(Records for the task Opens)

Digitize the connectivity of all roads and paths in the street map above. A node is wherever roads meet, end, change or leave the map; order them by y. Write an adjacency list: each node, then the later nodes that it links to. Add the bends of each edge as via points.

(Records for the task Closes)
(Records for the task Opens)

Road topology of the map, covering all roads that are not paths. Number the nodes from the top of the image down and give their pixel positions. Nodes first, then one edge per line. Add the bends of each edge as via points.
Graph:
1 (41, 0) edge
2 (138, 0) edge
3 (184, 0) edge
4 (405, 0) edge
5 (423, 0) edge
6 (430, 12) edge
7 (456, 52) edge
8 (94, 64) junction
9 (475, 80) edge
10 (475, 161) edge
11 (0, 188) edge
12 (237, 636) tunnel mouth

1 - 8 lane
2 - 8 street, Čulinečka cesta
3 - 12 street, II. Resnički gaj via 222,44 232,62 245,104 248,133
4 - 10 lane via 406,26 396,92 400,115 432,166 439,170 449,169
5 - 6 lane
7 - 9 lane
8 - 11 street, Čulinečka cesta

(Records for the task Closes)

● Task instructions: Within the listing above, find every line containing the string "bends" and return it.

● Result:
Digitize the connectivity of all roads and paths in the street map above. A node is wherever roads meet, end, change or leave the map; order them by y. Write an adjacency list: each node, then the later nodes that it links to. Add the bends of each edge as via points.
Road topology of the map, covering all roads that are not paths. Number the nodes from the top of the image down and give their pixel positions. Nodes first, then one edge per line. Add the bends of each edge as via points.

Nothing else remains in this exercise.